- Goal of the exercise:
This exercise calls for the records to be repeated in full, exactly as written.
───── Information given ─────
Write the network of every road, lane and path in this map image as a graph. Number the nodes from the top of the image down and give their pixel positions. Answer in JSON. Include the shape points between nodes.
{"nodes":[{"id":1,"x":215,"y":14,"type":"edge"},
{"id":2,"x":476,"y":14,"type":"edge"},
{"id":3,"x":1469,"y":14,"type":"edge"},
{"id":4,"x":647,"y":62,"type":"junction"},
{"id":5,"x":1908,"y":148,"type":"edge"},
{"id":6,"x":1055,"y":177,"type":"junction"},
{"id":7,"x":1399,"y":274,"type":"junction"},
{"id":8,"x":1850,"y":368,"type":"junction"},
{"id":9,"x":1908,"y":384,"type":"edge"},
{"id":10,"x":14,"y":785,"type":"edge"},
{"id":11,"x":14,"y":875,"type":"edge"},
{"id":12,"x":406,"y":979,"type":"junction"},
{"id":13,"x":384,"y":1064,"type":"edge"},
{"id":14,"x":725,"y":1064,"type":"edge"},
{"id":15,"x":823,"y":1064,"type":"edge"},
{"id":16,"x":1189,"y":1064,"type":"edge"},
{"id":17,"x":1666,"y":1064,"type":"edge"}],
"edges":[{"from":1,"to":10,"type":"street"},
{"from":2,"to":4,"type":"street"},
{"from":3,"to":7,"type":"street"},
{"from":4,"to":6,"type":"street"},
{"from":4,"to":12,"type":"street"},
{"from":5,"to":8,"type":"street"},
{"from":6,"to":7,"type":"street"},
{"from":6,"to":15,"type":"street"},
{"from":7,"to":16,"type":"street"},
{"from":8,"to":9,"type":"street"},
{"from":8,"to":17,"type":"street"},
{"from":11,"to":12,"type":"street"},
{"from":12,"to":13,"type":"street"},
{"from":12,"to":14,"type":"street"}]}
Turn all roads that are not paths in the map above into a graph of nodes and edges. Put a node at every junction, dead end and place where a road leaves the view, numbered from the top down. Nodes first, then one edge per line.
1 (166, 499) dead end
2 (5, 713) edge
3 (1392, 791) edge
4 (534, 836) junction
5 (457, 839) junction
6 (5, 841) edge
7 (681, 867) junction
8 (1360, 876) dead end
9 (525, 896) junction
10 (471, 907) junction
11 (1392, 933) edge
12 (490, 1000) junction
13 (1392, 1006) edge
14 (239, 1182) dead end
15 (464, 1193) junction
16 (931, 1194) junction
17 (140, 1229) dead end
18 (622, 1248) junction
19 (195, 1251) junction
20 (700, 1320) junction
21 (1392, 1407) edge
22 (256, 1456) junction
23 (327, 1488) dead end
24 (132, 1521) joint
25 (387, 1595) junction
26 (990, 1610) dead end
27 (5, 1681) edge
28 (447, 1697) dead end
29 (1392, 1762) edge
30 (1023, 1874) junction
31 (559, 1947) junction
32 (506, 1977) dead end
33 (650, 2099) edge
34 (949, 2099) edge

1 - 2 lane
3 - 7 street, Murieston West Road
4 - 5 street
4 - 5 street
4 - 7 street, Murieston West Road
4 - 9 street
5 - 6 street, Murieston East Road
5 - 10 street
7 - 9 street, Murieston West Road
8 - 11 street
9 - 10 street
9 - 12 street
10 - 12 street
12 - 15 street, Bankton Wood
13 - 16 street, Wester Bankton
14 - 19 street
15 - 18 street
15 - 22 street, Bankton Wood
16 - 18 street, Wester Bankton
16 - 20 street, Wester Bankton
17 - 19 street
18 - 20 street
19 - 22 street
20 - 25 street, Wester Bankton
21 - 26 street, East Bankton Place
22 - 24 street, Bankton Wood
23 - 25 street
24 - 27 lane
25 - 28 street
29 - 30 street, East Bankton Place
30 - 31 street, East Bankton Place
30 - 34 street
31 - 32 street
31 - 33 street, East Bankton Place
─────
- Result of the task:
Write the network of every road, lane and path in this map image as a graph. Number the nodes from the top of the image down and give their pixel positions. Answer in JSON. Include the shape points between nodes.
{"nodes":[{"id":1,"x":215,"y":14,"type":"edge"},
{"id":2,"x":476,"y":14,"type":"edge"},
{"id":3,"x":1469,"y":14,"type":"edge"},
{"id":4,"x":647,"y":62,"type":"junction"},
{"id":5,"x":1908,"y":148,"type":"edge"},
{"id":6,"x":1055,"y":177,"type":"junction"},
{"id":7,"x":1399,"y":274,"type":"junction"},
{"id":8,"x":1850,"y":368,"type":"junction"},
{"id":9,"x":1908,"y":384,"type":"edge"},
{"id":10,"x":14,"y":785,"type":"edge"},
{"id":11,"x":14,"y":875,"type":"edge"},
{"id":12,"x":406,"y":979,"type":"junction"},
{"id":13,"x":384,"y":1064,"type":"edge"},
{"id":14,"x":725,"y":1064,"type":"edge"},
{"id":15,"x":823,"y":1064,"type":"edge"},
{"id":16,"x":1189,"y":1064,"type":"edge"},
{"id":17,"x":1666,"y":1064,"type":"edge"}],
"edges":[{"from":1,"to":10,"type":"street"},
{"from":2,"to":4,"type":"street"},
{"from":3,"to":7,"type":"street"},
{"from":4,"to":6,"type":"street"},
{"from":4,"to":12,"type":"street"},
{"from":5,"to":8,"type":"street"},
{"from":6,"to":7,"type":"street"},
{"from":6,"to":15,"type":"street"},
{"from":7,"to":16,"type":"street"},
{"from":8,"to":9,"type":"street"},
{"from":8,"to":17,"type":"street"},
{"from":11,"to":12,"type":"street"},
{"from":12,"to":13,"type":"street"},
{"from":12,"to":14,"type":"street"}]}
Turn all roads that are not paths in the map above into a graph of nodes and edges. Put a node at every junction, dead end and place where a road leaves the view, numbered from the top down. Nodes first, then one edge per line.
1 (166, 499) dead end
2 (5, 713) edge
3 (1392, 791) edge
4 (534, 836) junction
5 (457, 839) junction
6 (5, 841) edge
7 (681, 867) junction
8 (1360, 876) dead end
9 (525, 896) junction
10 (471, 907) junction
11 (1392, 933) edge
12 (490, 1000) junction
13 (1392, 1006) edge
14 (239, 1182) dead end
15 (464, 1193) junction
16 (931, 1194) junction
17 (140, 1229) dead end
18 (622, 1248) junction
19 (195, 1251) junction
20 (700, 1320) junction
21 (1392, 1407) edge
22 (256, 1456) junction
23 (327, 1488) dead end
24 (132, 1521) joint
25 (387, 1595) junction
26 (990, 1610) dead end
27 (5, 1681) edge
28 (447, 1697) dead end
29 (1392, 1762) edge
30 (1023, 1874) junction
31 (559, 1947) junction
32 (506, 1977) dead end
33 (650, 2099) edge
34 (949, 2099) edge

1 - 2 lane
3 - 7 street, Murieston West Road
4 - 5 street
4 - 5 street
4 - 7 street, Murieston West Road
4 - 9 street
5 - 6 street, Murieston East Road
5 - 10 street
7 - 9 street, Murieston West Road
8 - 11 street
9 - 10 street
9 - 12 street
10 - 12 street
12 - 15 street, Bankton Wood
13 - 16 street, Wester Bankton
14 - 19 street
15 - 18 street
15 - 22 street, Bankton Wood
16 - 18 street, Wester Bankton
16 - 20 street, Wester Bankton
17 - 19 street
18 - 20 street
19 - 22 street
20 - 25 street, Wester Bankton
21 - 26 street, East Bankton Place
22 - 24 street, Bankton Wood
23 - 25 street
24 - 27 lane
25 - 28 street
29 - 30 street, East Bankton Place
30 - 31 street, East Bankton Place
30 - 34 street
31 - 32 street
31 - 33 street, East Bankton Place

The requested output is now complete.